Illness, coughs and colds – Childcare providers have exclusion periods for a reason
Put children together and you will get illness. It’s a well-known adage that schools are ‘germ factories’, so it’s no different for nurseries, either. There will be those people who will say that this is completely natural, that a certain amount of exposure to illness is a good thing for children. Maybe, to some extent, they are right.
The Nursery: A great potential Bug factory
In an environment like a nursery, where it is not necessarily the same children each day, there is such a great potential for a variety of (possibly similar) illnesses to be introduced into the environment. When a cold or the flu goes around a class at school, it’s often one particular virus. In a nursery, however, multiple illnesses can more easily be introduced. There are two reasons – beyond the obvious – that this can be a really bad thing.
Go onto any parental discussion forum about ‘illnesses’ and ‘nursery’ and you are almost guaranteed to find someone asking “Is it normal that my child has been constantly ill since he / she joined nursery?” The answer to that is: “Yes, but it shouldn’t have to be.” A little illness doesn’t have to be a bad thing, necessarily, though a lot of illness almost always is.
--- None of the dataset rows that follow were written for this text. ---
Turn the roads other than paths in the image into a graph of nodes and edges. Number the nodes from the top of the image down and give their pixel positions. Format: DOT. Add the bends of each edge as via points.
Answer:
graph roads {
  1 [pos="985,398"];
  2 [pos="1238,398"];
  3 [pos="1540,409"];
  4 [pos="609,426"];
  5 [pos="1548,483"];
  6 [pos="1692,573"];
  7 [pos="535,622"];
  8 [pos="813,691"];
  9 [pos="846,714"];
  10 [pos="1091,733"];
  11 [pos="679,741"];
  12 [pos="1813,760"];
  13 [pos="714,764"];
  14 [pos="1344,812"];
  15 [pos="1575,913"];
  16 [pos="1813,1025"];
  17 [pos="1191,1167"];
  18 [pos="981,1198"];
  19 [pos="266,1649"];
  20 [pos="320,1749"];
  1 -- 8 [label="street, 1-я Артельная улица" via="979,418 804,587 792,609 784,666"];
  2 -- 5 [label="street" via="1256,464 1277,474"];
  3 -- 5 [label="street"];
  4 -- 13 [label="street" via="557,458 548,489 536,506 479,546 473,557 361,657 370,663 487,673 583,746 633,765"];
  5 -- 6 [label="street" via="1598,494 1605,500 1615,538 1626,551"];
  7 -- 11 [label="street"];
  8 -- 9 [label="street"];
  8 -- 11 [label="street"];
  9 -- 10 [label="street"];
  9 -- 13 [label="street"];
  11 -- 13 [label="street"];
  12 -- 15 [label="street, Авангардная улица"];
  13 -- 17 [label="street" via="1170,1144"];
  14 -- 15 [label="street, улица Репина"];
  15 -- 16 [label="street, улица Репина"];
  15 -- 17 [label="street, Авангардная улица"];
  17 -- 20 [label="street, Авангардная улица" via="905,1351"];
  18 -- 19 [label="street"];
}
Secondly, nurseries usually deal with a range of ages, starting with very young children. Although the babies are kept separate from the other children, germs are not necessarily respecting of closed doors or sectioned-off areas. They tend to find a way. Very young children with smaller bodies and less developed constitutions can be very susceptible to certain illnesses. In other words, it can be more dangerous for them to get ill.
Lightening up a little – A responsible approach to germs, bugs, coughs and colds
The aim of this post is not to put people off from placing their children into nursery – heck, no! What is hoped for instead, is a sense of responsibility, community-mindedness and well-informed decision-making. Children are usually in a nursery for a good reason. That reason may be socially or educationally motivated, but it is also often financially motivated. People have to work.
Taking time off while you wait for your child to get better can be frustrating and costly, wearing the grandparents’ patience thin – especially once one of them picks up a bit of a cough – can be awkward, so when can your child return to nursery?
Many would say a straightforward cold is no reason to keep a child from nursery, but do try and use some judgement. If it’s possible to keep them off for a day or two when they first show symptoms, it may help to stop them spreading the illness. Depending on their age, it can also be really valuable to teach them about covering their nose / mouth when they sneeze or cough, and about using a tissue. Washing of hands is also invaluable.
Talking about more serious illnesses
There are many other illnesses, some of them are features of childhood which do require children to be off for a good period of time, often until all symptoms have disappeared. These include; Chickenpox, Measles, German measles, Mumps and any respiratory infections. The general rule for diarrhoea and vomiting is 48 hours from the last instance.
Need a little further guidance?
Further information is available on recommended treatments and exclusion periods for various types of illness, conditions, infections and viruses. Public Health England have a PDF online which forms a fairly comprehensive guide for parents.
We accept that illness is a part of life, and that life must go on. Nurseries are there, in part, to ensure that life goes on for parents. But if sensible guidelines are followed concerning the illnesses that children inevitably develop, the nursery can be a happier, healthier place for your child to be.